In the material below, find each line holding the string "numbered" and copy it.

> **Data**
═══

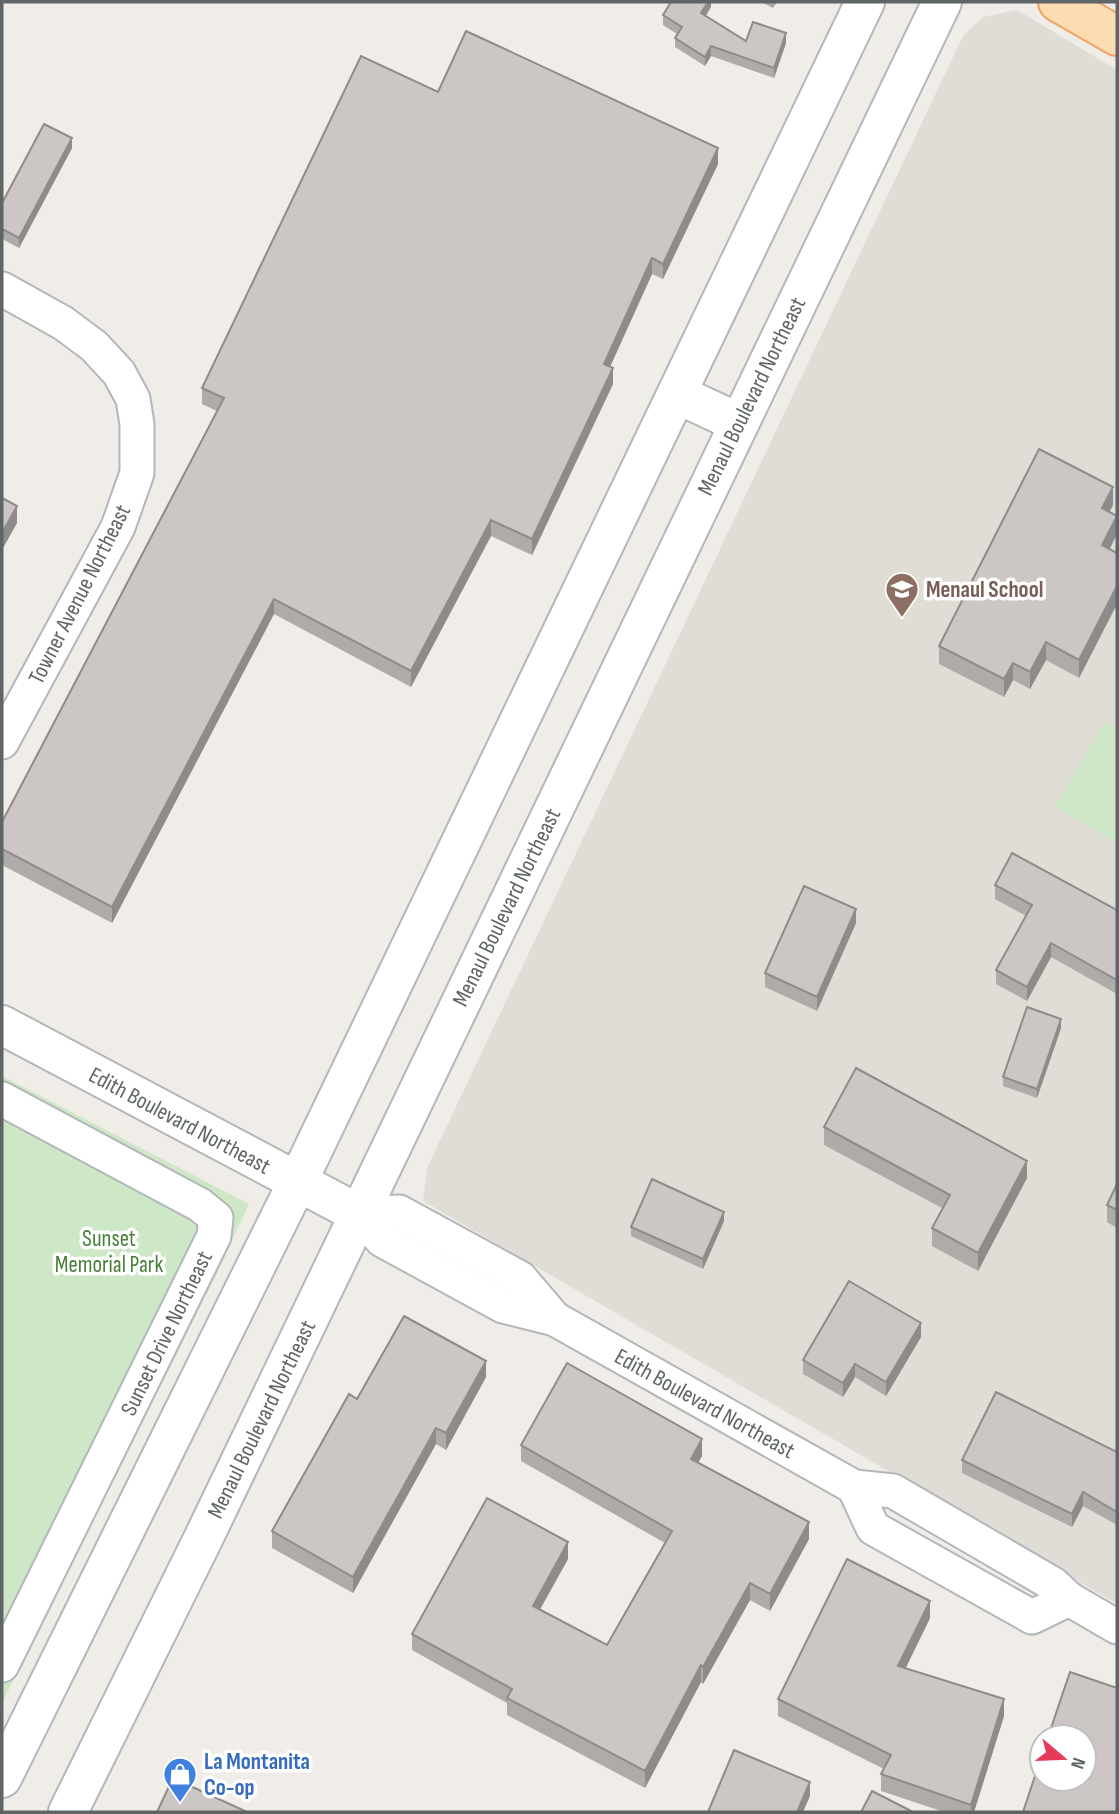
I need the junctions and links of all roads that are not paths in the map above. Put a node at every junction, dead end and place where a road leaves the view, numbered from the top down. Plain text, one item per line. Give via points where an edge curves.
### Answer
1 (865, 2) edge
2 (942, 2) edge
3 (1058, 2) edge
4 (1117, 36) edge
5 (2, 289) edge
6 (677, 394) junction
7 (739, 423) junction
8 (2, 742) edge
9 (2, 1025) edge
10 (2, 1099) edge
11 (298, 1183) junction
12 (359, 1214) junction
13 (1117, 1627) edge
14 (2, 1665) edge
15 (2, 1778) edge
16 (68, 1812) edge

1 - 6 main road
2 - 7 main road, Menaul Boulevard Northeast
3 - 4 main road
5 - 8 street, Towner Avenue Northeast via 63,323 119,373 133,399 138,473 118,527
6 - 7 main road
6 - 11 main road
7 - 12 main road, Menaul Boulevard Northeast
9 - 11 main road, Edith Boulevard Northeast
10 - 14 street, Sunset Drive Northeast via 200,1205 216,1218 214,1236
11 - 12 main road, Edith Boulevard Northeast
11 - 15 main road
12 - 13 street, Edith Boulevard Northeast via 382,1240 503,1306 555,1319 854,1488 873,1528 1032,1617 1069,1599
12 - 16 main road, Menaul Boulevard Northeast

═══

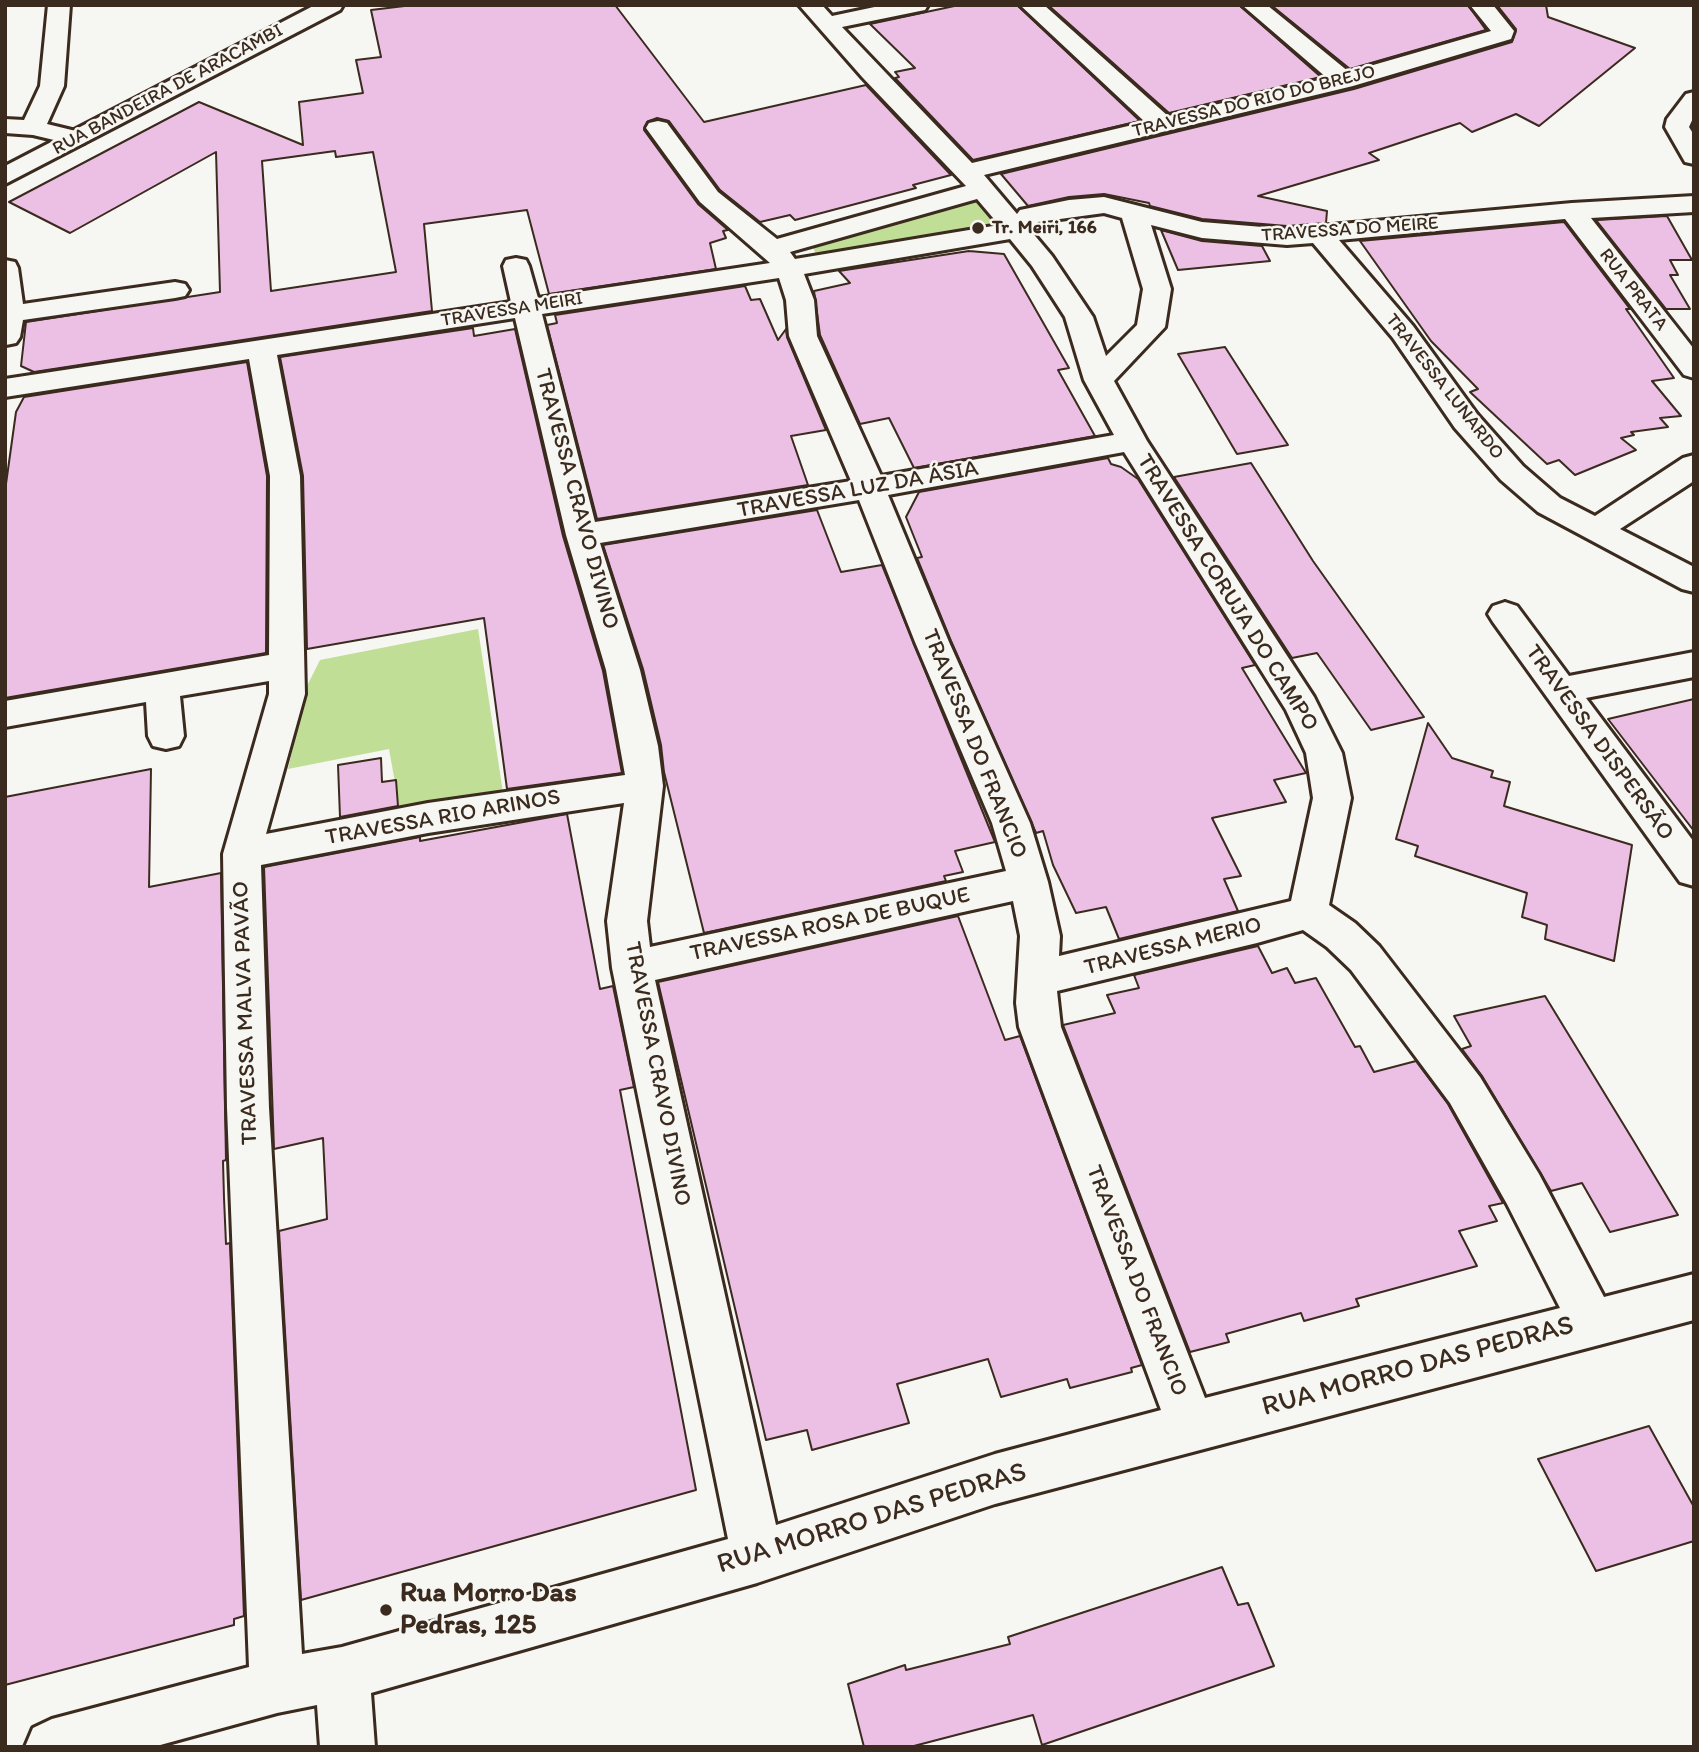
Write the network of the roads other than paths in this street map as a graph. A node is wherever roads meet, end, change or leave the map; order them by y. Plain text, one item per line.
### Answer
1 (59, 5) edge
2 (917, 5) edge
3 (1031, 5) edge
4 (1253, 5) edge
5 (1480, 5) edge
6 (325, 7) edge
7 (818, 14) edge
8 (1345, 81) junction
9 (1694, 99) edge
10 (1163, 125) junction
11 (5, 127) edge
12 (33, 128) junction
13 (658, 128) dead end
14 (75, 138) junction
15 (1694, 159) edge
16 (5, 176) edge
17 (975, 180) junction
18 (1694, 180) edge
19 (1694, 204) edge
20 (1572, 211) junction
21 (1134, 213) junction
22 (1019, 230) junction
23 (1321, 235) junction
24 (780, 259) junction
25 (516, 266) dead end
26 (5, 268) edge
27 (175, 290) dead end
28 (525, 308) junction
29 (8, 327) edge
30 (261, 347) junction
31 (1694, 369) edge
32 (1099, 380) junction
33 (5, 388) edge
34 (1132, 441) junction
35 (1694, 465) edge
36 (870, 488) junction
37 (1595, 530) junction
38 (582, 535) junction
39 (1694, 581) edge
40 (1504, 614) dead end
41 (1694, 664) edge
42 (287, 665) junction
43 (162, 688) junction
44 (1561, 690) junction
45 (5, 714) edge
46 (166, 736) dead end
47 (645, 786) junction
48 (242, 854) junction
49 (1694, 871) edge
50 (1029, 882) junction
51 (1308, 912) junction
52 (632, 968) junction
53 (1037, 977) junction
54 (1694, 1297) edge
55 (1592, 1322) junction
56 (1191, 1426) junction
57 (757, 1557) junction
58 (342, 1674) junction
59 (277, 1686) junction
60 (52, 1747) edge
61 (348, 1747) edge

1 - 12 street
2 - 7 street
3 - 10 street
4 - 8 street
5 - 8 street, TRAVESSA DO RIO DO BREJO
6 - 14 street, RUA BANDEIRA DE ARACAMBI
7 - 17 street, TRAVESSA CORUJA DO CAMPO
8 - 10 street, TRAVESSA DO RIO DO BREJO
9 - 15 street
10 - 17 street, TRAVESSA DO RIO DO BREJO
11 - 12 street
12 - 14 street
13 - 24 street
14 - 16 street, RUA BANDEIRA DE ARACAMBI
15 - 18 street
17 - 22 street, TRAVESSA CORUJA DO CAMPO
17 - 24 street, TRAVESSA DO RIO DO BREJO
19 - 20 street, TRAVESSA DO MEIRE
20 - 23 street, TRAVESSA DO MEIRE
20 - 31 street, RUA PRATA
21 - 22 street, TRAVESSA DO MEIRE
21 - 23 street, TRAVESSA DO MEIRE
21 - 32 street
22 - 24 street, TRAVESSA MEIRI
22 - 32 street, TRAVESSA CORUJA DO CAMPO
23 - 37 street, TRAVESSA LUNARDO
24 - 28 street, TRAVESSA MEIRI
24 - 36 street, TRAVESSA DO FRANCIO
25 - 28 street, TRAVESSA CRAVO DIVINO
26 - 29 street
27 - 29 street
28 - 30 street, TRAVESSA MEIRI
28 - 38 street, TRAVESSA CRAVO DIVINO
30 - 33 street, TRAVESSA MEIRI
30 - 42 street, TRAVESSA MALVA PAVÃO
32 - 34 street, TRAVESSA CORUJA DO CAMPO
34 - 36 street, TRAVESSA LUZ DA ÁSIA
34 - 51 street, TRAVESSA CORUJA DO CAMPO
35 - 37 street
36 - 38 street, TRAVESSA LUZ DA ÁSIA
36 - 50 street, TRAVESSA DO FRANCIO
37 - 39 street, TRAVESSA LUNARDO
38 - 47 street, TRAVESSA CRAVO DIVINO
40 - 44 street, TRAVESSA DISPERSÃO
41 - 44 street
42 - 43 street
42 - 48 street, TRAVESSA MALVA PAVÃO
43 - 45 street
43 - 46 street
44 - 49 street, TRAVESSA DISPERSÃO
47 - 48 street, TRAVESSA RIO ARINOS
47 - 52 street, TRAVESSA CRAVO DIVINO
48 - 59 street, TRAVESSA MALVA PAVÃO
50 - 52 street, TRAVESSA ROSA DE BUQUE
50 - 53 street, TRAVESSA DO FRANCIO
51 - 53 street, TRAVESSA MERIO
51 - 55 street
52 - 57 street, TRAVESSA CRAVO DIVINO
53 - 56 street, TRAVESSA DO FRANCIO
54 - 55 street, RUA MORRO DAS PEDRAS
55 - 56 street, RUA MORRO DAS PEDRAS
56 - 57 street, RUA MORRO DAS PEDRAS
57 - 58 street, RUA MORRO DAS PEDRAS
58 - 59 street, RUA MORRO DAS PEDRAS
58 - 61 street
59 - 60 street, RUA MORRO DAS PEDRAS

═══

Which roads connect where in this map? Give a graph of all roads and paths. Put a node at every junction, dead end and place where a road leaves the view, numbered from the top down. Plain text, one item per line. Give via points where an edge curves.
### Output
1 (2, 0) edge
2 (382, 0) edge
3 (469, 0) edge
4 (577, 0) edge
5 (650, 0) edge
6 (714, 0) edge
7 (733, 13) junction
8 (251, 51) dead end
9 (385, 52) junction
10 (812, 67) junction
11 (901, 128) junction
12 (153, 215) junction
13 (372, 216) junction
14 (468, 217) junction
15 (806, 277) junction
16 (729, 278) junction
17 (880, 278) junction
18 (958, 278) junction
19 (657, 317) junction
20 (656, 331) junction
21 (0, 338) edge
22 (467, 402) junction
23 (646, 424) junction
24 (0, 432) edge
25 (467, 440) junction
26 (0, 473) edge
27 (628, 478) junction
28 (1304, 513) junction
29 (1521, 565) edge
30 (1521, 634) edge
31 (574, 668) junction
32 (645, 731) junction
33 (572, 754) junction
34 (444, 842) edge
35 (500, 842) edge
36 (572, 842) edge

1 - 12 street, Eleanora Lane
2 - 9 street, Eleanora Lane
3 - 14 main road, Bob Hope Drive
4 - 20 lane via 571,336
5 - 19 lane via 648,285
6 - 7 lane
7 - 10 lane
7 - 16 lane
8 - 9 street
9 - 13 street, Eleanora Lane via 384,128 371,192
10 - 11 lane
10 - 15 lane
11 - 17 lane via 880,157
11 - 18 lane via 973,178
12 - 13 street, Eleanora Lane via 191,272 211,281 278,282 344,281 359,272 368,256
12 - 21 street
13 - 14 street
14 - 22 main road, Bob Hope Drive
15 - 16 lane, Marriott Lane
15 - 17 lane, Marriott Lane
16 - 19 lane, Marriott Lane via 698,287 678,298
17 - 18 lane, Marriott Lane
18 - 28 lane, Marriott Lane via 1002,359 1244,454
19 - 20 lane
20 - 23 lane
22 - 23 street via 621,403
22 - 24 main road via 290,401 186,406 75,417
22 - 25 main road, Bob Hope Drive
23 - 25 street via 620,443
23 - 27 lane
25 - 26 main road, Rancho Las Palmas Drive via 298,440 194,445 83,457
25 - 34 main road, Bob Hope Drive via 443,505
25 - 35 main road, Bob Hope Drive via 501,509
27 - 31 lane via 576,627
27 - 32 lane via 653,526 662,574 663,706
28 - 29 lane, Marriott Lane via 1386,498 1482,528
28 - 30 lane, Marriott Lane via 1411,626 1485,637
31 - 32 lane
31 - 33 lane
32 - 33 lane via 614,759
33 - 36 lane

═══

> **Task result**
I need the junctions and links of all roads that are not paths in the map above. Put a node at every junction, dead end and place where a road leaves the view, numbered from the top down. Plain text, one item per line. Give via points where an edge curves.
Which roads connect where in this map? Give a graph of all roads and paths. Put a node at every junction, dead end and place where a road leaves the view, numbered from the top down. Plain text, one item per line. Give via points where an edge curves.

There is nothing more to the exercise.